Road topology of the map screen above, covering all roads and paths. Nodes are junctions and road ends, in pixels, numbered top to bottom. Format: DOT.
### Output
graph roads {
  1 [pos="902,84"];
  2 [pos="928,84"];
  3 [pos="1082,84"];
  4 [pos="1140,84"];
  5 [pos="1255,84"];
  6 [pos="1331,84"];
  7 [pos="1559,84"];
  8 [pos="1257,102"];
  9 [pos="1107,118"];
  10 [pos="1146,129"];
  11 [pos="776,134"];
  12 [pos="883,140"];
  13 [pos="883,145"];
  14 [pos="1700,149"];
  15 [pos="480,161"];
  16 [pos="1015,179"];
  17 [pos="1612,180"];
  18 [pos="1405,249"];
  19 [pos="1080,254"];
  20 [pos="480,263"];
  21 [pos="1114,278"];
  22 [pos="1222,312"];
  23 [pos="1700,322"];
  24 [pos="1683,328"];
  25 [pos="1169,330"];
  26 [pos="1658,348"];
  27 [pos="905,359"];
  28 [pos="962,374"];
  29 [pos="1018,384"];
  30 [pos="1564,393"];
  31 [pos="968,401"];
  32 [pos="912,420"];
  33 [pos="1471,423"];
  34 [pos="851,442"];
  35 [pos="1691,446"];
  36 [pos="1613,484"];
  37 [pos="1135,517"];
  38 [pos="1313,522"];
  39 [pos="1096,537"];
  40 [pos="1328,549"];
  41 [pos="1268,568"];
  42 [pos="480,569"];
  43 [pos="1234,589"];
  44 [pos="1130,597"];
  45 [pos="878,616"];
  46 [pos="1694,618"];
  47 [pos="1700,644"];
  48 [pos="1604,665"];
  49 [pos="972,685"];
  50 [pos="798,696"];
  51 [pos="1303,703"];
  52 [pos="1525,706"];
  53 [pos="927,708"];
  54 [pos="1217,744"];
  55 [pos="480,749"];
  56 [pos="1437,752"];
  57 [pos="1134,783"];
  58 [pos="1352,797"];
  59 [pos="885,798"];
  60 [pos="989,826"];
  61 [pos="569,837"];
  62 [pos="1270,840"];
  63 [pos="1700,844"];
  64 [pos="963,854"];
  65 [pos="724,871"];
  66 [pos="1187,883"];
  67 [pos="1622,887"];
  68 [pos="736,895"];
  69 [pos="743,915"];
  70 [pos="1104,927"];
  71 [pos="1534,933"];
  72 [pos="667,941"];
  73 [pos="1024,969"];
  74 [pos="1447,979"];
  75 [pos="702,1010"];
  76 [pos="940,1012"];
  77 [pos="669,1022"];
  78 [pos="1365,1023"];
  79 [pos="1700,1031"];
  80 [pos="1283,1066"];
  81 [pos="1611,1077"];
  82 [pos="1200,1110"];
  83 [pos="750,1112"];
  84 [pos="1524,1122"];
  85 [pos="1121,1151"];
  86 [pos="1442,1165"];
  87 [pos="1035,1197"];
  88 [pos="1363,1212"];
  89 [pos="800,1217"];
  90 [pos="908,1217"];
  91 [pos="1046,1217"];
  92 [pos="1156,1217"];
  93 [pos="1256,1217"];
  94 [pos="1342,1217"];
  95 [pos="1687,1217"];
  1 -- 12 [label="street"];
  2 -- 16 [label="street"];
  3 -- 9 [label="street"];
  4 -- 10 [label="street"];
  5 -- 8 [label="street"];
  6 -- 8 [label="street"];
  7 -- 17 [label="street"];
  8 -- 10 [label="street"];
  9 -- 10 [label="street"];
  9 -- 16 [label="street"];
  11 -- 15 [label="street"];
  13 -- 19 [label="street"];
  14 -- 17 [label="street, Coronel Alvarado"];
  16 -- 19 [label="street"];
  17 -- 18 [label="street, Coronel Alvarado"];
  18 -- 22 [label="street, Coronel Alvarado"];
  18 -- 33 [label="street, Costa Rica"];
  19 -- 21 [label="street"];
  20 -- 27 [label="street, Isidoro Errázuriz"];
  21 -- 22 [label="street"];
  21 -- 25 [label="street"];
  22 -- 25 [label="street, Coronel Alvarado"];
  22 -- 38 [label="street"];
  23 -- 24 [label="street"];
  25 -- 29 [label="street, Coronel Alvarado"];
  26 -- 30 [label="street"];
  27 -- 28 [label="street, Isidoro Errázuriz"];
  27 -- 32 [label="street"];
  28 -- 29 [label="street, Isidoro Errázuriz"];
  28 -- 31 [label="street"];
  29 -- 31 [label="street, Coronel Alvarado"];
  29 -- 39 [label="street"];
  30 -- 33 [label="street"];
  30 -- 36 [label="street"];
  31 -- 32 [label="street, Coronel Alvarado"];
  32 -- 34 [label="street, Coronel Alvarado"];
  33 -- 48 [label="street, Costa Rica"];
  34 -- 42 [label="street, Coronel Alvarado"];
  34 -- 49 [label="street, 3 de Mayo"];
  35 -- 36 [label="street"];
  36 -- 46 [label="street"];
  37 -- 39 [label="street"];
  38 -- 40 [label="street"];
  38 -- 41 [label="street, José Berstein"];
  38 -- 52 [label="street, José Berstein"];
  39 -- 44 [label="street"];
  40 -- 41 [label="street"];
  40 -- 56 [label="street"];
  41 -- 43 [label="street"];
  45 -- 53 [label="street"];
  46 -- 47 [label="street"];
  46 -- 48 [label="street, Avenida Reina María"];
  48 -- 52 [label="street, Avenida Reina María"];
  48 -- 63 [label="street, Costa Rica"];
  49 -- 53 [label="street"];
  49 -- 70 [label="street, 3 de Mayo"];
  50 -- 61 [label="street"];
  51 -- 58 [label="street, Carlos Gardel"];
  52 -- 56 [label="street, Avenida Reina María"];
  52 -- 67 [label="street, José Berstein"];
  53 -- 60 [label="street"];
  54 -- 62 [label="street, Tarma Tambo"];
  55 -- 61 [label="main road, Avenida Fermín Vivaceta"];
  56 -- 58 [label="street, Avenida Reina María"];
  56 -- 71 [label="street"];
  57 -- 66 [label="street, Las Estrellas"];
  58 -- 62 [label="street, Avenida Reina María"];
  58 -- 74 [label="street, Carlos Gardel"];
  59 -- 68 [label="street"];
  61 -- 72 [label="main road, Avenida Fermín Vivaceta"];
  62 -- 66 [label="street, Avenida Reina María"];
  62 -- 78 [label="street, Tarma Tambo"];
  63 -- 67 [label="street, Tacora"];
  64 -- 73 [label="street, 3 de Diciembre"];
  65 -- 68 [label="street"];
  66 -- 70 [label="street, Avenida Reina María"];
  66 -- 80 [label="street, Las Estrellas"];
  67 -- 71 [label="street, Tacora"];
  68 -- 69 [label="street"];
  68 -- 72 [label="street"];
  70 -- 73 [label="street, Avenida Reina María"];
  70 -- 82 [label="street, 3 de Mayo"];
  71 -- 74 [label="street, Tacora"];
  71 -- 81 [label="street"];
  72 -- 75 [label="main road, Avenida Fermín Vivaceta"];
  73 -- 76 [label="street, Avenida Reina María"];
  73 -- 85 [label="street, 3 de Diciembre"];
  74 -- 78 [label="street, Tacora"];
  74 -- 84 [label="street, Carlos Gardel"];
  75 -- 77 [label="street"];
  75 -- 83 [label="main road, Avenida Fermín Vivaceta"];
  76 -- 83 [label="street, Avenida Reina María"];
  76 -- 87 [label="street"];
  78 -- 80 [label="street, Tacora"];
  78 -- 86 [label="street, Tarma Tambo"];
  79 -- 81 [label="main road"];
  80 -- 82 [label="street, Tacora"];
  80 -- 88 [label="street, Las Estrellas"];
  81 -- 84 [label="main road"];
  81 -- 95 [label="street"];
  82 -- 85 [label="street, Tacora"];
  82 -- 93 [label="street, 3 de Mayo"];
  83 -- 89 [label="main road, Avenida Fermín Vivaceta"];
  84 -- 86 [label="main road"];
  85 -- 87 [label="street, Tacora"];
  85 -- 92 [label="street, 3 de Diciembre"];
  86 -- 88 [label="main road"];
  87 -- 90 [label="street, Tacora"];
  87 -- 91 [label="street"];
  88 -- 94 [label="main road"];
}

> [TASK DIRECTIONS] Counting only lines that hold the string "Estrellas", how many are there in the listing above? Give that number by itself.

> [SOLUTION TO THIS PROBLEM] 3